» Problem statement:
Print out every record exactly as it appears.

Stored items
........

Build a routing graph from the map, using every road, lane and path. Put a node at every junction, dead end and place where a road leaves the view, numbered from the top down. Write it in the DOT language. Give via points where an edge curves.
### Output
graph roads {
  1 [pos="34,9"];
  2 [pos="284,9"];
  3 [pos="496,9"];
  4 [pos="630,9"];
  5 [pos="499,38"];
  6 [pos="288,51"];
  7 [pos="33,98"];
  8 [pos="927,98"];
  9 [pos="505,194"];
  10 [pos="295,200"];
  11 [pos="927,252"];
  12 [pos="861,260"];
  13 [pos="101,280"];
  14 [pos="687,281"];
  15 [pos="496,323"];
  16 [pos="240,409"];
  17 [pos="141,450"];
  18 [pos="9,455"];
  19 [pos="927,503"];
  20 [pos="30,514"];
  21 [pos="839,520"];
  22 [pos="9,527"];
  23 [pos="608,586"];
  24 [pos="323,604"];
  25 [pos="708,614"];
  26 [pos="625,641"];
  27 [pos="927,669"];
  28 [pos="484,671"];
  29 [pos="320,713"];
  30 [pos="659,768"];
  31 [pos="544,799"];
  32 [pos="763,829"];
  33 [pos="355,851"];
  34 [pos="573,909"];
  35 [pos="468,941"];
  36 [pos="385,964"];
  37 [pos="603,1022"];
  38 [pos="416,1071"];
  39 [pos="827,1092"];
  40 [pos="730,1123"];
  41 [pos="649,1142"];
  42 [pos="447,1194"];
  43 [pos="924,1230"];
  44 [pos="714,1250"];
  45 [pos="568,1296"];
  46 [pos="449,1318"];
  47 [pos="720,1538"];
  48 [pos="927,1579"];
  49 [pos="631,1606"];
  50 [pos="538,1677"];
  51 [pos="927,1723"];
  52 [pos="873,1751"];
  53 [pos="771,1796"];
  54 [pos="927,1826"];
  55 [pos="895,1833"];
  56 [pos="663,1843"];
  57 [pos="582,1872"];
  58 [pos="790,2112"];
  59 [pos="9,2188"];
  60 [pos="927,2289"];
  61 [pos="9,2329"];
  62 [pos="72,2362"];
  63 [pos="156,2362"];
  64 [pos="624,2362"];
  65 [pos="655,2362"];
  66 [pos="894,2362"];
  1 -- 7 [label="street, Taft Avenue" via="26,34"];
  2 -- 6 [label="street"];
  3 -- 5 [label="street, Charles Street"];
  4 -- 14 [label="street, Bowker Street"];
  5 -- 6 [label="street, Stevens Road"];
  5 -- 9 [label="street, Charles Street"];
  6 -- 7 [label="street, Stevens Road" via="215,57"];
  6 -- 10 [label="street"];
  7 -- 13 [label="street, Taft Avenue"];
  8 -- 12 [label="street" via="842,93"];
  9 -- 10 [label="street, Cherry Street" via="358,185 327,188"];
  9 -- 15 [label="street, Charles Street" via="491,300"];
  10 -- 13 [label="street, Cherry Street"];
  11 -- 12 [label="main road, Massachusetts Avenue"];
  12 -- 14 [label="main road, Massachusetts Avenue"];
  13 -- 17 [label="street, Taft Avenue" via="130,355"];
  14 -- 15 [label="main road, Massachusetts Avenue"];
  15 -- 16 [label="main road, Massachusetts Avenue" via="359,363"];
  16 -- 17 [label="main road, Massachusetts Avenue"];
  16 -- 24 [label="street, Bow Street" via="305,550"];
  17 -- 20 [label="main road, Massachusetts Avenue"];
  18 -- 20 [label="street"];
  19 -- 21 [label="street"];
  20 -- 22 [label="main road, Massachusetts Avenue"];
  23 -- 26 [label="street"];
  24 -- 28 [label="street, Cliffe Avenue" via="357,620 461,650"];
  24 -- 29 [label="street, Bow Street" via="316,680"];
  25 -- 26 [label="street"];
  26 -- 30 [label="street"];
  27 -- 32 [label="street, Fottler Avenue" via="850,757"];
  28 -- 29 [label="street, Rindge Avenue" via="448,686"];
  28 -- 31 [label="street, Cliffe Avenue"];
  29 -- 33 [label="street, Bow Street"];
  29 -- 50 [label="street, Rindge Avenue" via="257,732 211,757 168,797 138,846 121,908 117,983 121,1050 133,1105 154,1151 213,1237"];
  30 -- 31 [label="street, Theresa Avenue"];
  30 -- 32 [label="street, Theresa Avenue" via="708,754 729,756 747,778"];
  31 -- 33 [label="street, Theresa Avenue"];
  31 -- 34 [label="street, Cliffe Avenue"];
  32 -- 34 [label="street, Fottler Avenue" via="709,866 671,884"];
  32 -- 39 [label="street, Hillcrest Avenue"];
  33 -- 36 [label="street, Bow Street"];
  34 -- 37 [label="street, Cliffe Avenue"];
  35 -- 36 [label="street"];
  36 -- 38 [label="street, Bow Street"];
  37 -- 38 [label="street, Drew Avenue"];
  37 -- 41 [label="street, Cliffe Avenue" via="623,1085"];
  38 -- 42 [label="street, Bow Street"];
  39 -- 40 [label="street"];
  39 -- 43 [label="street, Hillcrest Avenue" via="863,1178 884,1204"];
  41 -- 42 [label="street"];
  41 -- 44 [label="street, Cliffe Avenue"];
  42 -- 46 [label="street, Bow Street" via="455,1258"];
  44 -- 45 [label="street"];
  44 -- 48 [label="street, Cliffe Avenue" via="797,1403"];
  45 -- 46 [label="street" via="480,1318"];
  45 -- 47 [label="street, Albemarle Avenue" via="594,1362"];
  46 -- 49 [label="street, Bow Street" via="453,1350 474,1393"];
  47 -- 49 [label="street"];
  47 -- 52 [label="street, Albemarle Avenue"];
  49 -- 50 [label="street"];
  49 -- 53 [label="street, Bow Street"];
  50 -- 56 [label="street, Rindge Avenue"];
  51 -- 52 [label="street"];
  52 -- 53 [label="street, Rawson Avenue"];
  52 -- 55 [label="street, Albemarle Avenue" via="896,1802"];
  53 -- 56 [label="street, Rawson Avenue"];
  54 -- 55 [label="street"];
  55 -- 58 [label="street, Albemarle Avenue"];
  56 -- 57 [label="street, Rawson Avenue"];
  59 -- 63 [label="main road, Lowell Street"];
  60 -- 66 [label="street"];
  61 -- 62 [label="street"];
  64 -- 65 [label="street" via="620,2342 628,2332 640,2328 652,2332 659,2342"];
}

........

» Response to the task:
Build a routing graph from the map, using every road, lane and path. Put a node at every junction, dead end and place where a road leaves the view, numbered from the top down. Write it in the DOT language. Give via points where an edge curves.
### Output
graph roads {
  1 [pos="34,9"];
  2 [pos="284,9"];
  3 [pos="496,9"];
  4 [pos="630,9"];
  5 [pos="499,38"];
  6 [pos="288,51"];
  7 [pos="33,98"];
  8 [pos="927,98"];
  9 [pos="505,194"];
  10 [pos="295,200"];
  11 [pos="927,252"];
  12 [pos="861,260"];
  13 [pos="101,280"];
  14 [pos="687,281"];
  15 [pos="496,323"];
  16 [pos="240,409"];
  17 [pos="141,450"];
  18 [pos="9,455"];
  19 [pos="927,503"];
  20 [pos="30,514"];
  21 [pos="839,520"];
  22 [pos="9,527"];
  23 [pos="608,586"];
  24 [pos="323,604"];
  25 [pos="708,614"];
  26 [pos="625,641"];
  27 [pos="927,669"];
  28 [pos="484,671"];
  29 [pos="320,713"];
  30 [pos="659,768"];
  31 [pos="544,799"];
  32 [pos="763,829"];
  33 [pos="355,851"];
  34 [pos="573,909"];
  35 [pos="468,941"];
  36 [pos="385,964"];
  37 [pos="603,1022"];
  38 [pos="416,1071"];
  39 [pos="827,1092"];
  40 [pos="730,1123"];
  41 [pos="649,1142"];
  42 [pos="447,1194"];
  43 [pos="924,1230"];
  44 [pos="714,1250"];
  45 [pos="568,1296"];
  46 [pos="449,1318"];
  47 [pos="720,1538"];
  48 [pos="927,1579"];
  49 [pos="631,1606"];
  50 [pos="538,1677"];
  51 [pos="927,1723"];
  52 [pos="873,1751"];
  53 [pos="771,1796"];
  54 [pos="927,1826"];
  55 [pos="895,1833"];
  56 [pos="663,1843"];
  57 [pos="582,1872"];
  58 [pos="790,2112"];
  59 [pos="9,2188"];
  60 [pos="927,2289"];
  61 [pos="9,2329"];
  62 [pos="72,2362"];
  63 [pos="156,2362"];
  64 [pos="624,2362"];
  65 [pos="655,2362"];
  66 [pos="894,2362"];
  1 -- 7 [label="street, Taft Avenue" via="26,34"];
  2 -- 6 [label="street"];
  3 -- 5 [label="street, Charles Street"];
  4 -- 14 [label="street, Bowker Street"];
  5 -- 6 [label="street, Stevens Road"];
  5 -- 9 [label="street, Charles Street"];
  6 -- 7 [label="street, Stevens Road" via="215,57"];
  6 -- 10 [label="street"];
  7 -- 13 [label="street, Taft Avenue"];
  8 -- 12 [label="street" via="842,93"];
  9 -- 10 [label="street, Cherry Street" via="358,185 327,188"];
  9 -- 15 [label="street, Charles Street" via="491,300"];
  10 -- 13 [label="street, Cherry Street"];
  11 -- 12 [label="main road, Massachusetts Avenue"];
  12 -- 14 [label="main road, Massachusetts Avenue"];
  13 -- 17 [label="street, Taft Avenue" via="130,355"];
  14 -- 15 [label="main road, Massachusetts Avenue"];
  15 -- 16 [label="main road, Massachusetts Avenue" via="359,363"];
  16 -- 17 [label="main road, Massachusetts Avenue"];
  16 -- 24 [label="street, Bow Street" via="305,550"];
  17 -- 20 [label="main road, Massachusetts Avenue"];
  18 -- 20 [label="street"];
  19 -- 21 [label="street"];
  20 -- 22 [label="main road, Massachusetts Avenue"];
  23 -- 26 [label="street"];
  24 -- 28 [label="street, Cliffe Avenue" via="357,620 461,650"];
  24 -- 29 [label="street, Bow Street" via="316,680"];
  25 -- 26 [label="street"];
  26 -- 30 [label="street"];
  27 -- 32 [label="street, Fottler Avenue" via="850,757"];
  28 -- 29 [label="street, Rindge Avenue" via="448,686"];
  28 -- 31 [label="street, Cliffe Avenue"];
  29 -- 33 [label="street, Bow Street"];
  29 -- 50 [label="street, Rindge Avenue" via="257,732 211,757 168,797 138,846 121,908 117,983 121,1050 133,1105 154,1151 213,1237"];
  30 -- 31 [label="street, Theresa Avenue"];
  30 -- 32 [label="street, Theresa Avenue" via="708,754 729,756 747,778"];
  31 -- 33 [label="street, Theresa Avenue"];
  31 -- 34 [label="street, Cliffe Avenue"];
  32 -- 34 [label="street, Fottler Avenue" via="709,866 671,884"];
  32 -- 39 [label="street, Hillcrest Avenue"];
  33 -- 36 [label="street, Bow Street"];
  34 -- 37 [label="street, Cliffe Avenue"];
  35 -- 36 [label="street"];
  36 -- 38 [label="street, Bow Street"];
  37 -- 38 [label="street, Drew Avenue"];
  37 -- 41 [label="street, Cliffe Avenue" via="623,1085"];
  38 -- 42 [label="street, Bow Street"];
  39 -- 40 [label="street"];
  39 -- 43 [label="street, Hillcrest Avenue" via="863,1178 884,1204"];
  41 -- 42 [label="street"];
  41 -- 44 [label="street, Cliffe Avenue"];
  42 -- 46 [label="street, Bow Street" via="455,1258"];
  44 -- 45 [label="street"];
  44 -- 48 [label="street, Cliffe Avenue" via="797,1403"];
  45 -- 46 [label="street" via="480,1318"];
  45 -- 47 [label="street, Albemarle Avenue" via="594,1362"];
  46 -- 49 [label="street, Bow Street" via="453,1350 474,1393"];
  47 -- 49 [label="street"];
  47 -- 52 [label="street, Albemarle Avenue"];
  49 -- 50 [label="street"];
  49 -- 53 [label="street, Bow Street"];
  50 -- 56 [label="street, Rindge Avenue"];
  51 -- 52 [label="street"];
  52 -- 53 [label="street, Rawson Avenue"];
  52 -- 55 [label="street, Albemarle Avenue" via="896,1802"];
  53 -- 56 [label="street, Rawson Avenue"];
  54 -- 55 [label="street"];
  55 -- 58 [label="street, Albemarle Avenue"];
  56 -- 57 [label="street, Rawson Avenue"];
  59 -- 63 [label="main road, Lowell Street"];
  60 -- 66 [label="street"];
  61 -- 62 [label="street"];
  64 -- 65 [label="street" via="620,2342 628,2332 640,2328 652,2332 659,2342"];
}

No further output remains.